►
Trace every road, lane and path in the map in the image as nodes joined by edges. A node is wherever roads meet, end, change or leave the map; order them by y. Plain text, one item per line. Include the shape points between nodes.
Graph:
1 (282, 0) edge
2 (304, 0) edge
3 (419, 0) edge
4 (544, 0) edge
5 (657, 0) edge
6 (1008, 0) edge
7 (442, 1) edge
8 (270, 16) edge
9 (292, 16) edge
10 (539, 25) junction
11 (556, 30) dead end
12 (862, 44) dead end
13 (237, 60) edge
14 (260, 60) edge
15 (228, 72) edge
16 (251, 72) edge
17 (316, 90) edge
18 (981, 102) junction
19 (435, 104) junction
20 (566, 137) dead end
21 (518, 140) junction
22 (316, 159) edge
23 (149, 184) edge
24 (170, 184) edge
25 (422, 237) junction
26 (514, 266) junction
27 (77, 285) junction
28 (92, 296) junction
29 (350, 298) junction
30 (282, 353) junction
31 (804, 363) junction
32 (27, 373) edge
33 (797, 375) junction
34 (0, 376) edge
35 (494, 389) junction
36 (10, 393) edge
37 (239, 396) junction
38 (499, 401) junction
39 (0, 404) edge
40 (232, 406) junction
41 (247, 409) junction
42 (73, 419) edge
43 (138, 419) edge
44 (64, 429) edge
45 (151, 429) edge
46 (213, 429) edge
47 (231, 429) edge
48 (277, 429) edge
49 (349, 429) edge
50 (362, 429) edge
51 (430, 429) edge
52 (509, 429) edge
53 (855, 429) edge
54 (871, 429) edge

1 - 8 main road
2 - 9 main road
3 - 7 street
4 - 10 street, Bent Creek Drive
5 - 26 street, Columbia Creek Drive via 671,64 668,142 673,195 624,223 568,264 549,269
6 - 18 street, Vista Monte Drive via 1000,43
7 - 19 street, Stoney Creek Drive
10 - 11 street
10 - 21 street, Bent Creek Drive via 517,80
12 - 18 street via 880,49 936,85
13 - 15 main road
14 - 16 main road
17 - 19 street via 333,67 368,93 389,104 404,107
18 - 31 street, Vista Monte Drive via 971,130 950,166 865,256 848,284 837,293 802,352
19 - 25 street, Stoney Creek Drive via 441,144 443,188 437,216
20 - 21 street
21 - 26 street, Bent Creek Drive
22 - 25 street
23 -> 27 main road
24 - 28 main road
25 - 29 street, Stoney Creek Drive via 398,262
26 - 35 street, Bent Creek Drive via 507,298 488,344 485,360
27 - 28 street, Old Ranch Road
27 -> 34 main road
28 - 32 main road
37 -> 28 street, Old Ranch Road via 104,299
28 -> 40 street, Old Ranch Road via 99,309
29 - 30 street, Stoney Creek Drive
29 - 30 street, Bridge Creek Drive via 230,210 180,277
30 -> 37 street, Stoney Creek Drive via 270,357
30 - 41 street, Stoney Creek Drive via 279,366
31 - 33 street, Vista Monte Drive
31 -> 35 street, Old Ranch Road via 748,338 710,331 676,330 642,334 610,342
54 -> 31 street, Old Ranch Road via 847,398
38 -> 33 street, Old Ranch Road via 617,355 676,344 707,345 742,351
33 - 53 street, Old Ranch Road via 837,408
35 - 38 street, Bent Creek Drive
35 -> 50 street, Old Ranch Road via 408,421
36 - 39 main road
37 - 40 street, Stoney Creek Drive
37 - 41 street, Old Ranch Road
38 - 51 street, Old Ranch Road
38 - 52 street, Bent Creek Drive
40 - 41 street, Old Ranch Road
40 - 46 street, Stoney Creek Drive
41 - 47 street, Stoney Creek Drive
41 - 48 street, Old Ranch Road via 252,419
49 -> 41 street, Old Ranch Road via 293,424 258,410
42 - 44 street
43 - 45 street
◄
* What is required *
Reproduce the entries above in full and exactly.

* Answer area *
Trace every road, lane and path in the map in the image as nodes joined by edges. A node is wherever roads meet, end, change or leave the map; order them by y. Plain text, one item per line. Include the shape points between nodes.
Graph:
1 (282, 0) edge
2 (304, 0) edge
3 (419, 0) edge
4 (544, 0) edge
5 (657, 0) edge
6 (1008, 0) edge
7 (442, 1) edge
8 (270, 16) edge
9 (292, 16) edge
10 (539, 25) junction
11 (556, 30) dead end
12 (862, 44) dead end
13 (237, 60) edge
14 (260, 60) edge
15 (228, 72) edge
16 (251, 72) edge
17 (316, 90) edge
18 (981, 102) junction
19 (435, 104) junction
20 (566, 137) dead end
21 (518, 140) junction
22 (316, 159) edge
23 (149, 184) edge
24 (170, 184) edge
25 (422, 237) junction
26 (514, 266) junction
27 (77, 285) junction
28 (92, 296) junction
29 (350, 298) junction
30 (282, 353) junction
31 (804, 363) junction
32 (27, 373) edge
33 (797, 375) junction
34 (0, 376) edge
35 (494, 389) junction
36 (10, 393) edge
37 (239, 396) junction
38 (499, 401) junction
39 (0, 404) edge
40 (232, 406) junction
41 (247, 409) junction
42 (73, 419) edge
43 (138, 419) edge
44 (64, 429) edge
45 (151, 429) edge
46 (213, 429) edge
47 (231, 429) edge
48 (277, 429) edge
49 (349, 429) edge
50 (362, 429) edge
51 (430, 429) edge
52 (509, 429) edge
53 (855, 429) edge
54 (871, 429) edge

1 - 8 main road
2 - 9 main road
3 - 7 street
4 - 10 street, Bent Creek Drive
5 - 26 street, Columbia Creek Drive via 671,64 668,142 673,195 624,223 568,264 549,269
6 - 18 street, Vista Monte Drive via 1000,43
7 - 19 street, Stoney Creek Drive
10 - 11 street
10 - 21 street, Bent Creek Drive via 517,80
12 - 18 street via 880,49 936,85
13 - 15 main road
14 - 16 main road
17 - 19 street via 333,67 368,93 389,104 404,107
18 - 31 street, Vista Monte Drive via 971,130 950,166 865,256 848,284 837,293 802,352
19 - 25 street, Stoney Creek Drive via 441,144 443,188 437,216
20 - 21 street
21 - 26 street, Bent Creek Drive
22 - 25 street
23 -> 27 main road
24 - 28 main road
25 - 29 street, Stoney Creek Drive via 398,262
26 - 35 street, Bent Creek Drive via 507,298 488,344 485,360
27 - 28 street, Old Ranch Road
27 -> 34 main road
28 - 32 main road
37 -> 28 street, Old Ranch Road via 104,299
28 -> 40 street, Old Ranch Road via 99,309
29 - 30 street, Stoney Creek Drive
29 - 30 street, Bridge Creek Drive via 230,210 180,277
30 -> 37 street, Stoney Creek Drive via 270,357
30 - 41 street, Stoney Creek Drive via 279,366
31 - 33 street, Vista Monte Drive
31 -> 35 street, Old Ranch Road via 748,338 710,331 676,330 642,334 610,342
54 -> 31 street, Old Ranch Road via 847,398
38 -> 33 street, Old Ranch Road via 617,355 676,344 707,345 742,351
33 - 53 street, Old Ranch Road via 837,408
35 - 38 street, Bent Creek Drive
35 -> 50 street, Old Ranch Road via 408,421
36 - 39 main road
37 - 40 street, Stoney Creek Drive
37 - 41 street, Old Ranch Road
38 - 51 street, Old Ranch Road
38 - 52 street, Bent Creek Drive
40 - 41 street, Old Ranch Road
40 - 46 street, Stoney Creek Drive
41 - 47 street, Stoney Creek Drive
41 - 48 street, Old Ranch Road via 252,419
49 -> 41 street, Old Ranch Road via 293,424 258,410
42 - 44 street
43 - 45 street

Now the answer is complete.